Livres en français: il y a minorité et minorité

J’apprends qu’il a fallu l’intervention de la ministre fédérale Mélanie Joly pour prévenir le retrait de 27 000 des 150 000 livres en français des bibliothèques publiques de Toronto, soit 18 % de la collection francophone. Les compressions en Ontario font particulièrement mal aux Franco-Ontariens.
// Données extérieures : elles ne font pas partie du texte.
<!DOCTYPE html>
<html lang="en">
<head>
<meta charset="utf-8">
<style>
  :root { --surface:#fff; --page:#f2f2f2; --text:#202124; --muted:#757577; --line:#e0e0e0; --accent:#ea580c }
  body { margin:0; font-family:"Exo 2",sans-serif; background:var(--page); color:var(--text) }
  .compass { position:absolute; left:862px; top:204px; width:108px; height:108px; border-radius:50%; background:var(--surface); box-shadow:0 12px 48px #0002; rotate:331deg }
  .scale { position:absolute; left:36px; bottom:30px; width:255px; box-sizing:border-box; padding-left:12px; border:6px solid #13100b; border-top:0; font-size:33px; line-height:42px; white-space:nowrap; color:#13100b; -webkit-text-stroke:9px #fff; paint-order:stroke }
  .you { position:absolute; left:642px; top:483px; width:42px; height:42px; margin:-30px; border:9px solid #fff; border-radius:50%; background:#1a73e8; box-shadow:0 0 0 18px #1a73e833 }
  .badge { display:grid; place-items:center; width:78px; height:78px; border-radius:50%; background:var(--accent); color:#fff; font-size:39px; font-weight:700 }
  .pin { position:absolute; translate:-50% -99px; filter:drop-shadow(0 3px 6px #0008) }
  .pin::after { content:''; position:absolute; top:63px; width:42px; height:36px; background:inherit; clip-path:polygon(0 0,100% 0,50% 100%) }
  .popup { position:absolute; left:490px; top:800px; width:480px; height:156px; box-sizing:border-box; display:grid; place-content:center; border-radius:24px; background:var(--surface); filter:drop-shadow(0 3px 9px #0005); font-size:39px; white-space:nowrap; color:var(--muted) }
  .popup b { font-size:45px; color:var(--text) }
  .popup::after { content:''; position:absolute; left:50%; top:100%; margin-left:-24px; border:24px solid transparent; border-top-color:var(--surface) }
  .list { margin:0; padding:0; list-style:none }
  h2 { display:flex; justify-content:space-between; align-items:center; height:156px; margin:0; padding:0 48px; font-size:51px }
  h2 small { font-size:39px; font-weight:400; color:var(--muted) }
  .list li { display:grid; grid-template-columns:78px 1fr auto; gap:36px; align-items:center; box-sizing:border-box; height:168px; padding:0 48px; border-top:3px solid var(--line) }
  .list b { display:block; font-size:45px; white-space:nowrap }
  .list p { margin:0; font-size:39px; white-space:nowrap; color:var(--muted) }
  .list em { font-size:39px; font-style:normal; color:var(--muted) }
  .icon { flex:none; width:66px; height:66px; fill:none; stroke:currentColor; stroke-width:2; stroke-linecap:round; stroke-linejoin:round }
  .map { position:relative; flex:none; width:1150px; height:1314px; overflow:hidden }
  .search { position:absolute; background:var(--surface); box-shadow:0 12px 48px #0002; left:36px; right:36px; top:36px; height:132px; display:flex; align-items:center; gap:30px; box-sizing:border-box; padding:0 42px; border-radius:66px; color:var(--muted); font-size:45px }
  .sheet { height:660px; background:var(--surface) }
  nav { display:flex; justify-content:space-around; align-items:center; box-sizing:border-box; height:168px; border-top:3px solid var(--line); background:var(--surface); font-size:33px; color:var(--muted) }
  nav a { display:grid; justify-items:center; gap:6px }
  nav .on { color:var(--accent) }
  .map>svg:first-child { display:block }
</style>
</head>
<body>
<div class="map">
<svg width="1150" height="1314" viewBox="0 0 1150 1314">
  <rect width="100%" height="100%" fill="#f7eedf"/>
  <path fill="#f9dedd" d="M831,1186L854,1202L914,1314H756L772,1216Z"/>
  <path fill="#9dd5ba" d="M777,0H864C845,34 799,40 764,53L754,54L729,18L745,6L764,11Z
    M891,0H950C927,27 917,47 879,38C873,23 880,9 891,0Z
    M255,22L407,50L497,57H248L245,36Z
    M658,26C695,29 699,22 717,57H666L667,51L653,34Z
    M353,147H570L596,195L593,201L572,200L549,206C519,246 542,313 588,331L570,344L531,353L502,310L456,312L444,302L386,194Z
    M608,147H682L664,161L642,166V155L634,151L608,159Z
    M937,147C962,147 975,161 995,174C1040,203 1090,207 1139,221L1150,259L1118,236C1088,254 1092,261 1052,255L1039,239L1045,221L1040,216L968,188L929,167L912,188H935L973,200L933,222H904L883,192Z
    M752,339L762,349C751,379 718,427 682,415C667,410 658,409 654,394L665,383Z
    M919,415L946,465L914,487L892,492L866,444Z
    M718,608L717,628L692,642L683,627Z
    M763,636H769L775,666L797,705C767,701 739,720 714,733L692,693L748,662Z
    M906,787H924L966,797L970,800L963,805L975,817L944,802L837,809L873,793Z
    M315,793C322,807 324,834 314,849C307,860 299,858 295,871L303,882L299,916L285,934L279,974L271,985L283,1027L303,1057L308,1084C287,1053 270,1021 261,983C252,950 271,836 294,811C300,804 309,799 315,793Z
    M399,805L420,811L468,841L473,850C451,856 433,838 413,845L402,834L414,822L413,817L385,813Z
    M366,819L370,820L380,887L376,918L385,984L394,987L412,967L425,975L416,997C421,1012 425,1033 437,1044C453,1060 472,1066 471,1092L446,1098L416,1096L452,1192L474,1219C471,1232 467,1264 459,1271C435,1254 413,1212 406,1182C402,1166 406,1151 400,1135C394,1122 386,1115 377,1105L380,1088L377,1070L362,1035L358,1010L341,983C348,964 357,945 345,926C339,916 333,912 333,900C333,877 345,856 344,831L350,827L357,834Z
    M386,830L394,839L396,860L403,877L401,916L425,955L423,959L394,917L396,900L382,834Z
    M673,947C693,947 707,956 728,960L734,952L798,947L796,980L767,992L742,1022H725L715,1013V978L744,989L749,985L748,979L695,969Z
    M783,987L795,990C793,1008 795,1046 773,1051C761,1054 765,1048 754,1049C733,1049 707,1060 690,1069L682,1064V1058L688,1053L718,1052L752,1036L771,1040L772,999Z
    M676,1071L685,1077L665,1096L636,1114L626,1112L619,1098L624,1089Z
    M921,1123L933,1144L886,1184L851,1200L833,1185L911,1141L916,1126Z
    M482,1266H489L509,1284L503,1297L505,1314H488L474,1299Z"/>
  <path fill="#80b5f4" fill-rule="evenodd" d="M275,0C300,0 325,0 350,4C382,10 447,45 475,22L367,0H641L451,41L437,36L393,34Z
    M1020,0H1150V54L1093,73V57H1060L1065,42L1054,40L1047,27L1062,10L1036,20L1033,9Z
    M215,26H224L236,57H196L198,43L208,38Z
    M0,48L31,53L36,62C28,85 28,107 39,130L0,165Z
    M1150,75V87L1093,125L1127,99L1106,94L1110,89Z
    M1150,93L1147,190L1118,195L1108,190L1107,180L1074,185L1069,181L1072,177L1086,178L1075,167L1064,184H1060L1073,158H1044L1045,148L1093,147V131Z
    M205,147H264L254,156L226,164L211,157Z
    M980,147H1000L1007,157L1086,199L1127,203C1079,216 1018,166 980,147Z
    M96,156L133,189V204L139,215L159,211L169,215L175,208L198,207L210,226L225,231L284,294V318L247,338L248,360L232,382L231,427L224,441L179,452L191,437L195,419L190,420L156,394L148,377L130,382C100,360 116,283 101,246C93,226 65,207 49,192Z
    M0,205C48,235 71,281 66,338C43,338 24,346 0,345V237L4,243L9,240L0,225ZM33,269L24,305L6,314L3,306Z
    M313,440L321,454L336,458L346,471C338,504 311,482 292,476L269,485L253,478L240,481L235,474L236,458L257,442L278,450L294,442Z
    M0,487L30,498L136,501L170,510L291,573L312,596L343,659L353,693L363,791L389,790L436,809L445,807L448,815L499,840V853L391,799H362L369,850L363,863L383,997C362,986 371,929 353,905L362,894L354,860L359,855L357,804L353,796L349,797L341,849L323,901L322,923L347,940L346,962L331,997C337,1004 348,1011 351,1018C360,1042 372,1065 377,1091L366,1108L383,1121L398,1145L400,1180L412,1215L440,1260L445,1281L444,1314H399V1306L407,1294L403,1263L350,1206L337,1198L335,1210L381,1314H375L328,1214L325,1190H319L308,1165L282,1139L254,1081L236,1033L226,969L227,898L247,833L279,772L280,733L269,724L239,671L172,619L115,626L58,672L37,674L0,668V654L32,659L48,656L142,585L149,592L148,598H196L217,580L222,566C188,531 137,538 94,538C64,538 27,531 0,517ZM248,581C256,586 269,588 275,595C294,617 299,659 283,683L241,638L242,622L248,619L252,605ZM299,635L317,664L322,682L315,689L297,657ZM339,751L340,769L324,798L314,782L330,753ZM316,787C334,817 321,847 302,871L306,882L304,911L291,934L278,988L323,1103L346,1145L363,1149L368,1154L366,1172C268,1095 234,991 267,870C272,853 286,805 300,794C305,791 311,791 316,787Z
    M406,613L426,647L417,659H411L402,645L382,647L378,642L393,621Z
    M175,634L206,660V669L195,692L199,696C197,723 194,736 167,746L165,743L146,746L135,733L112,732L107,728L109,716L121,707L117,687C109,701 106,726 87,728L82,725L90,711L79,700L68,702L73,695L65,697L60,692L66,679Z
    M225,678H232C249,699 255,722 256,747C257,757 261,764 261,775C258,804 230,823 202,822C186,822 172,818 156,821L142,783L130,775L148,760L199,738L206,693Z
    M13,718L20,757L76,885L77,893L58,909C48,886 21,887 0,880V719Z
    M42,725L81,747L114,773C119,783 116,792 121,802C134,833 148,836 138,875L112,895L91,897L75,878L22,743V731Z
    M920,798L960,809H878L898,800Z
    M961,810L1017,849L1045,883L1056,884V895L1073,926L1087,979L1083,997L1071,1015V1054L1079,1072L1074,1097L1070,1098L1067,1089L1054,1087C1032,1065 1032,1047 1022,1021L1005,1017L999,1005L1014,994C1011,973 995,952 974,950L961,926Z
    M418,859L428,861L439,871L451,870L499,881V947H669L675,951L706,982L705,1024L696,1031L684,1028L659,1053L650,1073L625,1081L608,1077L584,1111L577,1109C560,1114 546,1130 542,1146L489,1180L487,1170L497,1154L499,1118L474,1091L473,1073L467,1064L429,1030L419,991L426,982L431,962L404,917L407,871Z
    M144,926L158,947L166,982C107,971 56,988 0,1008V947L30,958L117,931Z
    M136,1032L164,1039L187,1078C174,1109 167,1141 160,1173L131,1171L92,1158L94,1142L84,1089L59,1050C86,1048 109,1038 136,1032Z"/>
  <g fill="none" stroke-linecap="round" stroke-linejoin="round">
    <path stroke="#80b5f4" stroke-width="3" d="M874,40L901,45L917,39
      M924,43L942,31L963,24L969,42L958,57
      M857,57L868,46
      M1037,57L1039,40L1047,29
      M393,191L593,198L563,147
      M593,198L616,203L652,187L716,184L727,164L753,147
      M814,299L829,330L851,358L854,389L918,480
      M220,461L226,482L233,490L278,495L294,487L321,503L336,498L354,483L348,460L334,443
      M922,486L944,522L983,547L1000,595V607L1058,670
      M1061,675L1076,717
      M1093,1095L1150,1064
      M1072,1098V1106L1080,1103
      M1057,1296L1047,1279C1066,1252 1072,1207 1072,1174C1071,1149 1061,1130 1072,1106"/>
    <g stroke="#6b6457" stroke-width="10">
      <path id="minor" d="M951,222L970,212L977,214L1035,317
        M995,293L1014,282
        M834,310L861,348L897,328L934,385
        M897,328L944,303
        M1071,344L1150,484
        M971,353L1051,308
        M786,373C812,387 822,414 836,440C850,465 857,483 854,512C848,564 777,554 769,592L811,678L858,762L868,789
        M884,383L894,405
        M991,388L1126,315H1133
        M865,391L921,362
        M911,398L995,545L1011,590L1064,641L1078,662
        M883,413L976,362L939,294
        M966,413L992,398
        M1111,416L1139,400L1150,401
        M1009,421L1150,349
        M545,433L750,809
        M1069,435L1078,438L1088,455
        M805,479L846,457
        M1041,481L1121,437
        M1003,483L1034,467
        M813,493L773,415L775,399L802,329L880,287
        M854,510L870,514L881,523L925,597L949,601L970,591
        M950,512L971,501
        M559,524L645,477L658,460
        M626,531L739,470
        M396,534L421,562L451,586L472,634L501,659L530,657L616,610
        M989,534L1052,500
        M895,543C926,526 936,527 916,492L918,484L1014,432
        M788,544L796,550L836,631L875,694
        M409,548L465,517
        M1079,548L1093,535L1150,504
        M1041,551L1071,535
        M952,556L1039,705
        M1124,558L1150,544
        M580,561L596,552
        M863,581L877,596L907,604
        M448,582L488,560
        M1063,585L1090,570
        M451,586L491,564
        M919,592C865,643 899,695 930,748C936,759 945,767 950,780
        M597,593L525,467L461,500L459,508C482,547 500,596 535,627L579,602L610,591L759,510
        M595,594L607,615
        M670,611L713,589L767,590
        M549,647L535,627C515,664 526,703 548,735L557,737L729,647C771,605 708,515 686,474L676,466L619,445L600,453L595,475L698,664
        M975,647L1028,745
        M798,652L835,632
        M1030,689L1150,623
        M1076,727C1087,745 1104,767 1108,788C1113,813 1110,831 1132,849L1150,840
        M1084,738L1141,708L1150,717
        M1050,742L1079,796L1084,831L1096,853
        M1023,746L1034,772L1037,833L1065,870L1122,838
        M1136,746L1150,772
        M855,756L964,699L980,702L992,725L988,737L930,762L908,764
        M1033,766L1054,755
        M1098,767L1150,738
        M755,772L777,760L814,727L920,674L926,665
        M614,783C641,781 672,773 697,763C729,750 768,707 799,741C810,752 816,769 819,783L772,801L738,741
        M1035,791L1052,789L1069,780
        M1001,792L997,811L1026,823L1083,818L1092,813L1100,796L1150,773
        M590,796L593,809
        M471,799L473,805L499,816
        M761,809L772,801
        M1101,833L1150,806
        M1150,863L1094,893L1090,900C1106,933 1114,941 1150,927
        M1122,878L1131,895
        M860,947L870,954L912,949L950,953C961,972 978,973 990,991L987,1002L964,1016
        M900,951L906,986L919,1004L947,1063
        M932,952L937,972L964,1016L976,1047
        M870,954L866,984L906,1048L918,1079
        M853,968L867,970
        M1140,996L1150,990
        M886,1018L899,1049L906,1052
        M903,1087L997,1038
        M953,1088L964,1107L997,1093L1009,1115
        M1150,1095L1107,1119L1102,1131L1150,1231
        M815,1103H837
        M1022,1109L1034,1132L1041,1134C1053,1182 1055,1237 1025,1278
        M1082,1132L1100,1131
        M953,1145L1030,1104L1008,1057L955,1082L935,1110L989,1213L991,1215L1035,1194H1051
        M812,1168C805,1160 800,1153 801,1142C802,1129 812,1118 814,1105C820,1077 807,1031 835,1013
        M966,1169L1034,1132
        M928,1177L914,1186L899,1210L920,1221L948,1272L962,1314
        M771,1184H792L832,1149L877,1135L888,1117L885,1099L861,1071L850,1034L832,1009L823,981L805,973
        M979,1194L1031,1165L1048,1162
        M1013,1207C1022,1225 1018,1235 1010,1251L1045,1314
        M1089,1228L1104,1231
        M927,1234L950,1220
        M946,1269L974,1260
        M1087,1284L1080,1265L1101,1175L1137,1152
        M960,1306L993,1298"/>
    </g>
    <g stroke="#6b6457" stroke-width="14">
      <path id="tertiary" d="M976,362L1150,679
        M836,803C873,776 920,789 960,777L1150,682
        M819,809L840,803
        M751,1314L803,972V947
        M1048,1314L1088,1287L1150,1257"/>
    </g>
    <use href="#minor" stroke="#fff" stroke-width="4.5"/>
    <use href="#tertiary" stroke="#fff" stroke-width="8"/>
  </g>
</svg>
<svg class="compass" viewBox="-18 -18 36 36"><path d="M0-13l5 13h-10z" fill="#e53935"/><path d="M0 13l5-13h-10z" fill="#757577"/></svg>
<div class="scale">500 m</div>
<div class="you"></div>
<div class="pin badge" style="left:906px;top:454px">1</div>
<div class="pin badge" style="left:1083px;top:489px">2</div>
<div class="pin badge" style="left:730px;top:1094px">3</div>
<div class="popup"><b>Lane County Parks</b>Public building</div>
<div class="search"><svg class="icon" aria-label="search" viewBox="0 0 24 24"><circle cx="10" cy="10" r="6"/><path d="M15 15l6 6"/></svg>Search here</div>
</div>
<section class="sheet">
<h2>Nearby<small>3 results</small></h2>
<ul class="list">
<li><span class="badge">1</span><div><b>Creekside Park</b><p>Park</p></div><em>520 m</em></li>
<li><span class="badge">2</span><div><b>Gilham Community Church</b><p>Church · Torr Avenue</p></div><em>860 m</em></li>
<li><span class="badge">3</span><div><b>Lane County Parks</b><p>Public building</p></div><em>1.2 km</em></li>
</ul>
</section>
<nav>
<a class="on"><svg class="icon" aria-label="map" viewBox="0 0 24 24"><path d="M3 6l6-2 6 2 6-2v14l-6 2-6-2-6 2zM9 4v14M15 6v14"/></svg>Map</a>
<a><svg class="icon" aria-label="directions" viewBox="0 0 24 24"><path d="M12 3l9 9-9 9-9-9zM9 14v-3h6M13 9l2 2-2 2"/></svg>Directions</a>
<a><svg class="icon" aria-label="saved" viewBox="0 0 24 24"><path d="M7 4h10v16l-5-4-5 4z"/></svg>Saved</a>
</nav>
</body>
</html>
Quel contraste avec Bibliothèque et Archives nationales du Québec, où 64,8 % des 330 553 livres disponibles sont en anglais et seulement 32,7 % en français, soit deux fois moins. Je ne sais pas comment réagirait notre minorité anglophone si on y faisait disparaître 18 % de ses livres. Elle ferait peut-être contre mauvaise fortune bon coeur en faisant remarquer qu’il en resterait quand même 175 572 sur 292 013, soit malgré tout 60,1 % du total, dans une province où elle constitue moins de 10 % de la population, ce qui est mieux qu’une claque dans la face.

Qui a affirmé déjà que nous traitions mal nos anglophones ? Si les francophones hors Québec étaient aussi bien traités, ils n’auraient pas autant fondu depuis 50 ans.

3 commentaires
  • Gilles Théberge - Abonné 13 janvier 2020 11 h 01

    On ne traite pas bien «nos» anglophones monsieur Leblanc, on est à quatre pattes devent « nos » anglophones... Qui se fichent pas mal de nous!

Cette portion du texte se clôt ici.